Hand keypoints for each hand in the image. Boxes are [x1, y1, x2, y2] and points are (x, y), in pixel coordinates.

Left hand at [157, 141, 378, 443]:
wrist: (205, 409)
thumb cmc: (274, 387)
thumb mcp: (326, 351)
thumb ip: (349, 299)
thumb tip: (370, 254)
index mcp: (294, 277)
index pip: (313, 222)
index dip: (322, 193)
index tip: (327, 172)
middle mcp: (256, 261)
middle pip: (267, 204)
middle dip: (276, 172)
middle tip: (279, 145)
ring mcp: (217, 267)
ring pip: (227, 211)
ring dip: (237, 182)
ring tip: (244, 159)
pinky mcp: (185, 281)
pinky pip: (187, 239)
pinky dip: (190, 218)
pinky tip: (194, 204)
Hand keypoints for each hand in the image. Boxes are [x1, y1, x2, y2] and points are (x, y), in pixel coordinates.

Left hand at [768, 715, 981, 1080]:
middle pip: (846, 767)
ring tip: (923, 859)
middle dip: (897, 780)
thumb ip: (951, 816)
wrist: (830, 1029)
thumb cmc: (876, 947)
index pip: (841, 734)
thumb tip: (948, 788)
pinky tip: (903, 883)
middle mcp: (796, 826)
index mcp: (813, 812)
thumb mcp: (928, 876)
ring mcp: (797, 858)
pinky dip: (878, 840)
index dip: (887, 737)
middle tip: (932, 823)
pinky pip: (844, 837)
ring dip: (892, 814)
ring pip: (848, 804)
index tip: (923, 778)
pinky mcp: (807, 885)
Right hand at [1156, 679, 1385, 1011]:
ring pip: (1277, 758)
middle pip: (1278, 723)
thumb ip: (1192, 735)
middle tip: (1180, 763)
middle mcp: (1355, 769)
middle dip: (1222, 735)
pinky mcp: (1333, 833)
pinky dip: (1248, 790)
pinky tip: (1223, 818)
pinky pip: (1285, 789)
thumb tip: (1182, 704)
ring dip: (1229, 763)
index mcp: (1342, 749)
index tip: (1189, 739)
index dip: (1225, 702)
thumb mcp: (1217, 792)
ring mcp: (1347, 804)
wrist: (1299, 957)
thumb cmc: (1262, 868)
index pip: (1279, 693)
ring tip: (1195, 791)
--
Copy exactly the stretch of data above from the line with "middle mcp: (796, 826)" through the line with "pinky mcp: (807, 885)", and omit all other lines.

Written response
middle mcp: (796, 826)
index mcp: (813, 812)
thumb mcp: (928, 876)
ring mcp: (797, 858)
pinky dip: (878, 840)
index dip: (887, 737)
middle tip: (932, 823)
pinky pip: (844, 837)
ring dip: (892, 814)
ring pip: (848, 804)
index tip: (923, 778)
pinky mcp: (807, 885)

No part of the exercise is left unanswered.